First, the show starts with a few loud bangs. Next, a sporadic series of pops and sparks. Then, a slight lull in the action, like when the popcorn is almost done popping.
Finally, a tremendous crescendo of sparks, bangs, pops and explosions combine to culminate into a moment of euphoria as the show dazzles through its' finale. This should begin to sound familiar to what New York Mets fans are expecting for this month.
First, the Mets open up with a bang. They host the cross town rival, New York Yankees. There should be plenty of fireworks that still remain in those clubhouses for this series. Both teams give their all on the field and it should make for a great series.
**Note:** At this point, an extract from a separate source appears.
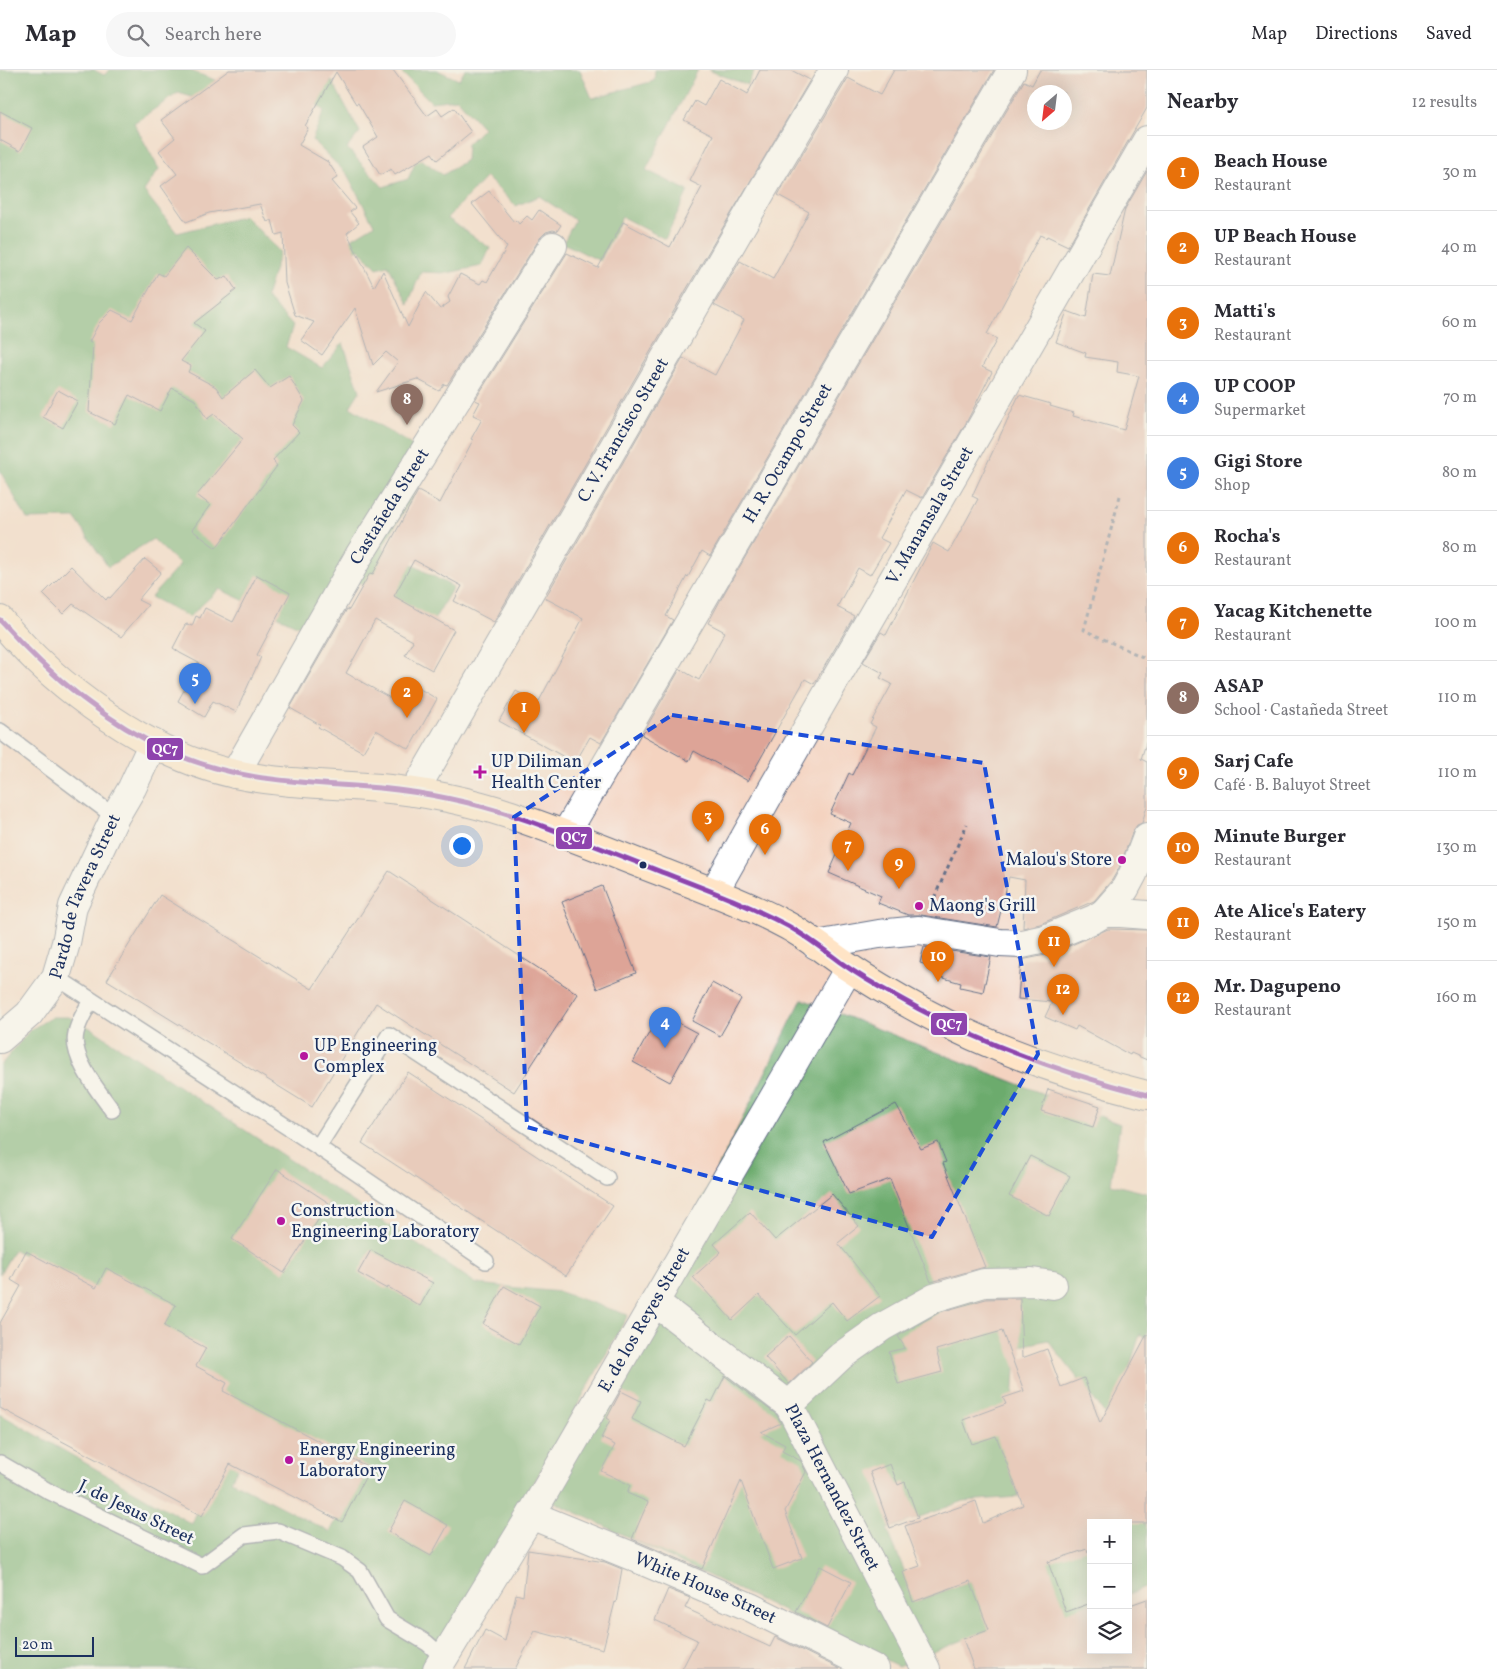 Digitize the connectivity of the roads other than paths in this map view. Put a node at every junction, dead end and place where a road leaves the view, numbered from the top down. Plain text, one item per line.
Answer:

The Yankees took two of three in their last meeting in May in the Bronx. However, many baseball fans can agree that this is a different Mets team. They are playing with confidence after taking consecutive series from division leaders Detroit and Texas.
They are playing cohesive, fundamental baseball. This will be a tough series for both teams, a continued test for the Mets who have nothing really to lose and test of endurance for the Yankees that have the higher expectations for a productive season.
Next, they battle on the west coast against the Los Angeles Dodgers ans San Francisco Giants, respectively. That takes them to the All-Star break where the spotlight will most likely be on Jose Reyes, as far as Mets fans are concerned. Baseball fans will have some more sporadic pops and sparks during the Home Run Derby and the All-Star game.
Then, fans face a lull that begins with the second worst sports day of the year: the day after the All-Star game. Major League Baseball is off for the following day of that game and it is an excruciating day for fans (more so now than before due to the NFL and NBA lockouts) . This year that day is Thursday, July 14th.
In case you were wondering, the worst day is the day after the Super Bowl (especially now that the NFL has scheduled the Pro Bowl for the week before the Super Bowl on a consistent basis).
The Mets will see some sparks immediately after that lull, though, as they face off with the hated Phillies, Marlins ( for one game) and Cardinals at home just after the break. This all builds to a crescendo on July 31st. On that date, MLB imposes their trade deadline.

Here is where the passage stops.